Geno Auriemma is beginning his 30th season in charge of Connecticut and doesn't plan on retiring anytime soon.

"There comes a point and time when you have to say it's someone else's turn," Auriemma said. "Whether it be at UConn or USA basketball. I try not to think in terms of this is when the time's going to be."

Auriemma said he and UConn athletic director Warde Manuel have discussed having an open-ended contract once his current deal that pays him more than $2 million annually runs out in 2018.

"As long as I have an effect on players and as long as our staff keeps recruiting the type of player I love to coach, who knows," Auriemma added. "Once that pipeline dries up and I coach players I don't really want to coach. That's the first step to retirement."

One thing the 60-year-old coach does know is that he won't make a comeback once he's gone.

"When it ends, I'm done," he said. "There's no coming back, there's no coming out of retirement or any of that stuff. You got to make sure the timing is right. Don't walk away and think I should have stayed a little longer. Don't stay beyond when you're effective. When that time will be, I don't know."

His first 29 years at Connecticut have been simply unmatched by any coach in the sport. He's guided the school to a record nine national championships, all in the past 20 years.

He should pass 900 victories this season. His winning percentage (.869) is only decimal points behind Leon Barmore for the best all-time.
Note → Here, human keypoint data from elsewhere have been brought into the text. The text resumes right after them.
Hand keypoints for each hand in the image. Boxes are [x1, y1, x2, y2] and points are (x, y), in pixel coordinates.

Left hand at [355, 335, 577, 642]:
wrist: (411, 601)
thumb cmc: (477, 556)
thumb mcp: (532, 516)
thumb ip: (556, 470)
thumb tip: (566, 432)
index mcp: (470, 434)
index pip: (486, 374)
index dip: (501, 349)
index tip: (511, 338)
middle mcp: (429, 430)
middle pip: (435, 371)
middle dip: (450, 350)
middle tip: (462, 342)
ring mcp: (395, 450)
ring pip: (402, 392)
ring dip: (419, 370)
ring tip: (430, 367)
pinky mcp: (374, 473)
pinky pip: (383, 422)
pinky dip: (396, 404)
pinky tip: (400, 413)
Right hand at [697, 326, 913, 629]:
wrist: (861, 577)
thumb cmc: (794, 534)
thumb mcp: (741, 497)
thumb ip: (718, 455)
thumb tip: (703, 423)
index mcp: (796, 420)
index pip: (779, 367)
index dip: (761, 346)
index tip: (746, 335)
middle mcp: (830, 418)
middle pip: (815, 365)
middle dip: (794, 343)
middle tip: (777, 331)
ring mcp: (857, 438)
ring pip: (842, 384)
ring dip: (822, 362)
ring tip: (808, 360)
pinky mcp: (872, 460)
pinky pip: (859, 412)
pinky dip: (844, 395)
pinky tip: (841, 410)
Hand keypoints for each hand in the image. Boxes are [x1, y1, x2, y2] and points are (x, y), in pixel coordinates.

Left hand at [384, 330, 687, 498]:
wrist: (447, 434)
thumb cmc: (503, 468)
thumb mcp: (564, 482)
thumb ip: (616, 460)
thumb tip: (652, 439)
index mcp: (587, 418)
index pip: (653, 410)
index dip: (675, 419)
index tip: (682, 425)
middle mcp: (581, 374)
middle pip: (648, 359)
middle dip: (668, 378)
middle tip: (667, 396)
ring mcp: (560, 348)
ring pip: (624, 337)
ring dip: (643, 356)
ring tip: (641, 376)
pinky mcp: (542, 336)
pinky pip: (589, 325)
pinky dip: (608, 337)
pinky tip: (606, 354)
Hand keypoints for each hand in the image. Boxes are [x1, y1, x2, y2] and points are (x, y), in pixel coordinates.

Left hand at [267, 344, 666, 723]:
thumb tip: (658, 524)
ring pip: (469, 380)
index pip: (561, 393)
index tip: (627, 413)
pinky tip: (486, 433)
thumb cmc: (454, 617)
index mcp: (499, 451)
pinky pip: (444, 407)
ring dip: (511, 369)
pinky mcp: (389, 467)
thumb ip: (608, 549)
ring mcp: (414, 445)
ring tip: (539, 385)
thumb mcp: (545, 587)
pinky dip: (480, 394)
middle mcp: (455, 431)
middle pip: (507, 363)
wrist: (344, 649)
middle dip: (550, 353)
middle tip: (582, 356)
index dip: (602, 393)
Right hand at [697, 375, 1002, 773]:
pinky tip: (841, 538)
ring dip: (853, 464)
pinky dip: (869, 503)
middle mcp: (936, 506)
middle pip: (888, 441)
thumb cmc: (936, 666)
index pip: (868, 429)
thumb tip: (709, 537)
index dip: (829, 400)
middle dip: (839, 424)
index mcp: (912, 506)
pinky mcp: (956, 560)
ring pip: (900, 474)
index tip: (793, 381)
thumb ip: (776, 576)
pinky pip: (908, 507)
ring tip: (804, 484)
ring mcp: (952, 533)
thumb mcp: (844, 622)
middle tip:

It's even greater since the first title with the Huskies winning nearly 93 percent of their games.

He could also catch John Wooden's vaunted total of 10 national championships if the Huskies win a third straight title this April.

To the Hall of Fame coach, though those are just numbers, impressive numbers, but not ones that define him.

"I've never been about that," Auriemma said. "You can't compare what we're doing to what (Wooden) did at UCLA. It's two different eras and two different sports in a sense."

Even with all of Auriemma's success — add in two world championships and an Olympic gold medal with the U.S. national team — he's still pretty much the same person who came to Storrs, Connecticut, in 1985.

"He really hasn't changed much since the first day I met him," said Sue Bird, who starred at UConn in the early 2000s and then played for Auriemma on the U.S. national team for the past six years. "That's the way coach is. He's more concerned about getting you to be your best."

Reigning AP player of the year Breanna Stewart is the latest in a long line of great players to come to UConn and play for Auriemma. She admitted it took her a little while to understand when she was a freshman that he wasn't just picking on her. He was trying to get her to reach her enormous potential.

"It took some time to get used to it," Stewart said. "He was hard on me in practice and then it all finally clicked that he was trying to get the most out of me."

It's the same method he used with Rebecca Lobo, Bird, Diana Taurasi, Tina Charles, Maya Moore and now Stewart.

And will probably be the same he uses up until the day he does decide to retire, whenever that is.